Sunday, June 17, 2007

Hydroxymethylfurfural - A Substance For The Ages

Scientists have discovered the most effective method yet to convert glucose, found in plants worldwide and nature’s most abundant sugar, to HFM, a chemical that can be broken into components for products now made from petroleum. Image Credit: Pacific Northwest National Laboratory

Hydroxymethylfurfural - A Substance For The Ages

Oil has become the root substance of our modern society. The compounds not only fuel our automobiles, they are the building blocks that form plastics and chemical compounds that make modern life easier.

Corn and other plant material, when distilled to make Ethanol, have been heralded as the replacement for gasoline for our cars but what if we were able to use plant material for more … much more.

Well, scientists at the The Pacific Northwest National Laboratory in Richland Washington is a US Department of Energy (DOE) government research laboratory, have released an article to the journal, Science, that describes just this breakthrough.

Scientists have discovered the most effective method yet to convert glucose, found in plants worldwide and nature's most abundant sugar, to Hydroxymethylfurfural - HMF, a chemical that can be broken into components for products now made from petroleum.

Excerpts from press release issued from The Pacific Northwest National Laboratory (PNNL) -

Scientists get plastic from trees
Submitted by Vidura Panditaratne - PNNL - Fri, 2007-06-15

The researchers at PNNL-based Institute for Interfacial Catalysis, or IIC, took a giant step closer to the biorefinery when they directly converted sugars ubiquitous in nature to an alternative source for those products that make oil so valuable, with very little of the residual impurities that have made the quest so daunting.

“What we have done that no one else has been able to do is convert glucose directly in high yields to a primary building block for fuel and polyesters,” said Z. Conrad Zhang
[Chief Scientist - Institute for Interfacial Catalysis, Pacific Northwest National Lab], senior author who led the research.

That building block is called HMF, which stands for hydroxymethylfurfural.
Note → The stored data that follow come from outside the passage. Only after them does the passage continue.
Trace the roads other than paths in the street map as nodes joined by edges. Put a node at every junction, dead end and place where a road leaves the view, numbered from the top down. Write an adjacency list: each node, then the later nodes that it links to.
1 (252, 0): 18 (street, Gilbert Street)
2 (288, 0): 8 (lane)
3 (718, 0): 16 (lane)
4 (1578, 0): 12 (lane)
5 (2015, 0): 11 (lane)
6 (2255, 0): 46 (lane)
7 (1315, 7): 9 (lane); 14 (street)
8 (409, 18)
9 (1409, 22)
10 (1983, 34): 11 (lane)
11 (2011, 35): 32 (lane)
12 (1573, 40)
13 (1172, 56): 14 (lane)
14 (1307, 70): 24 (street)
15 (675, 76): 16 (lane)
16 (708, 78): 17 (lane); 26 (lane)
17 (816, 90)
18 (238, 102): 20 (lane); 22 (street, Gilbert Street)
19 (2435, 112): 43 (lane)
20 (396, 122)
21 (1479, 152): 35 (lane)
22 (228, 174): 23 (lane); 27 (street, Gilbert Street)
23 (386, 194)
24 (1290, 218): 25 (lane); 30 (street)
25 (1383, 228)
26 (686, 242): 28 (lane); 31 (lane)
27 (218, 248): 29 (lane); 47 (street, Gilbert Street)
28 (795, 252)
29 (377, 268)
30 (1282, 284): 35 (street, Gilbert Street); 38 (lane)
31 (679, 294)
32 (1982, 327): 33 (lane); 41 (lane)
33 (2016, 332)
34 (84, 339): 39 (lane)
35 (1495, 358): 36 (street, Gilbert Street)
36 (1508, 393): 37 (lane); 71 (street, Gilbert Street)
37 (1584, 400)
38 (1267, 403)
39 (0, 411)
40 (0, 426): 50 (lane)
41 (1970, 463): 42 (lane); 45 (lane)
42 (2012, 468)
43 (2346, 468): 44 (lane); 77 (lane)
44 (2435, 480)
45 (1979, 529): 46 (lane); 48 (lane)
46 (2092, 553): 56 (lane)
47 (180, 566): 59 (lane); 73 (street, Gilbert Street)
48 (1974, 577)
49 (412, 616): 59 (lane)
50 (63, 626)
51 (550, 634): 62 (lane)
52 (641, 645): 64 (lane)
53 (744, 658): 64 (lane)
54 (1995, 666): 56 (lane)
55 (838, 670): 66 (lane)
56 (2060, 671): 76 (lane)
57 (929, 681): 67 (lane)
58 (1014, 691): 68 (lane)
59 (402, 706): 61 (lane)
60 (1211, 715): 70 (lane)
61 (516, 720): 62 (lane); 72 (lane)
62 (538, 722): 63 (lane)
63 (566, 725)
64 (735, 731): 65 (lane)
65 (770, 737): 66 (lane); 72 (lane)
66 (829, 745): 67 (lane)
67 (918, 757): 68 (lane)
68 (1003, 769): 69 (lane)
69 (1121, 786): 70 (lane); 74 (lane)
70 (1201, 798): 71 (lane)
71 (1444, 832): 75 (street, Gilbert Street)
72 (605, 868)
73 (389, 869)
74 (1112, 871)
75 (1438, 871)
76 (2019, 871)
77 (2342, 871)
It is a chemical derived from carbohydrates such as glucose and fructose and is viewed as a promising surrogate for petroleum-based chemicals.

Glucose, in plant starch and cellulose, is nature’s most abundant sugar. “But getting a commercially viable yield of HMF from glucose has been very challenging,” Zhang said. “In addition to low yield until now, we always generate many different byproducts,” including levulinic acid, making product purification expensive and uncompetitive with petroleum-based chemicals.

Zhang, lead author and former post doc Haibo Zhao, and colleagues John Holladay and Heather Brown, all from PNNL, were able to coax HMF yields upward of 70 percent from glucose and nearly 90 percent from fructose while leaving only traces of acid impurities. To achieve this, they experimented with a novel non-acidic catalytic system containing metal chloride catalysts in a solvent capable of dissolving cellulose.

The solvent, called an ionic liquid, enabled the metal chlorides to convert the sugars to HMF. Ionic liquids provide an additional benefit: It is reusable, thus produces none of the wastewater in other methods that convert fructose to HMF.
“This, in my view, is breakthrough science in the renewable energy arena,” said J.M. White, IIC director and Robert A. Welch chair in materials chemistry at the University of Texas. “This work opens the way for fundamental catalysis science in a novel solvent.”

The chemistry at work remains largely a mystery, Zhang said, but he suspects that metal chloride catalysts work during an atom-swapping phase that sugar molecules go through called mutarotation, in which an H (hydrogen) and OH (hydroxyl group) trade places.
“The key is to take advantage of the open form to perform a hydride transfer through which glucose is converted to fructose.”

Zhang’s next step is to tinker with ionic solvents and metal halides combinations to see if he can increase HMF yield from glucose while reducing separation and purification cost.

“The opportunities are endless,” Zhang said, “and the chemistry is starting to get interesting.”